● WHAT IS EXPECTED
Look through the records below and copy each line that includes the word "hand".

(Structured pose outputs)
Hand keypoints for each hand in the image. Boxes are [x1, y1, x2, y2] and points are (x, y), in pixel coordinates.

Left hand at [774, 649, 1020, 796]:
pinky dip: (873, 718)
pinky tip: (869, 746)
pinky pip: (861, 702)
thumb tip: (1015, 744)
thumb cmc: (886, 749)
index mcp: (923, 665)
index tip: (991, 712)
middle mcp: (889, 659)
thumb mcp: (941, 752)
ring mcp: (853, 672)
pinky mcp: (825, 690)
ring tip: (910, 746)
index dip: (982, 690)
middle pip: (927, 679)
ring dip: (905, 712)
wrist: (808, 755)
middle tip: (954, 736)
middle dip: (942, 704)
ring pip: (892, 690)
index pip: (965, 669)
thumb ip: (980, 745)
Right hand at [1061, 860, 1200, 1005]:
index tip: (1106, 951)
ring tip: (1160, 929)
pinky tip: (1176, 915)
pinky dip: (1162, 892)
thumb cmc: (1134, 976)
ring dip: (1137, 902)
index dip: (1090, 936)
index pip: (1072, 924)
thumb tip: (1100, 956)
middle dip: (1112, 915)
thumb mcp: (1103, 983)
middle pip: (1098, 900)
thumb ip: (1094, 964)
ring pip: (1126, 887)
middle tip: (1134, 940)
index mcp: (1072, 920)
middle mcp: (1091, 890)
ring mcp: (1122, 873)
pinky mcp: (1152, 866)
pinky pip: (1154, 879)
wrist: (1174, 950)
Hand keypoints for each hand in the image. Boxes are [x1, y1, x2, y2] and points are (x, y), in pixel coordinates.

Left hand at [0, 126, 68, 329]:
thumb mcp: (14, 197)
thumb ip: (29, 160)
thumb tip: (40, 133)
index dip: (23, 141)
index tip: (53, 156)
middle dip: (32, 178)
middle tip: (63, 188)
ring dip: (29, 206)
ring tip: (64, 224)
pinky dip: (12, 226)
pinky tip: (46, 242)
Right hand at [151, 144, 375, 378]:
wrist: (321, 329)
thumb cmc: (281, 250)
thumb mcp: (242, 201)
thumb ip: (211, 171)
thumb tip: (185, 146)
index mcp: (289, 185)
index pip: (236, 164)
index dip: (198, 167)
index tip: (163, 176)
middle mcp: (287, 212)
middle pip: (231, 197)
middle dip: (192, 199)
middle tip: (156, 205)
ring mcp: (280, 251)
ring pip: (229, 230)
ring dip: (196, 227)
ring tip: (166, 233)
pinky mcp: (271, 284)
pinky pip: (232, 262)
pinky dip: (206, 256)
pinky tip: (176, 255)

● RESULT
Hand keypoints for each hand in the image. Boxes are [x1, y1, x2, y2] and points are (x, y), in pixel coordinates.
Left hand at [774, 649, 1020, 796]:
Right hand at [1061, 860, 1200, 1005]:
Hand keypoints for each hand in the image. Boxes are [x1, y1, x2, y2] and points are (x, y), in pixel coordinates.
Left hand at [0, 126, 68, 329]:
Right hand at [151, 144, 375, 378]:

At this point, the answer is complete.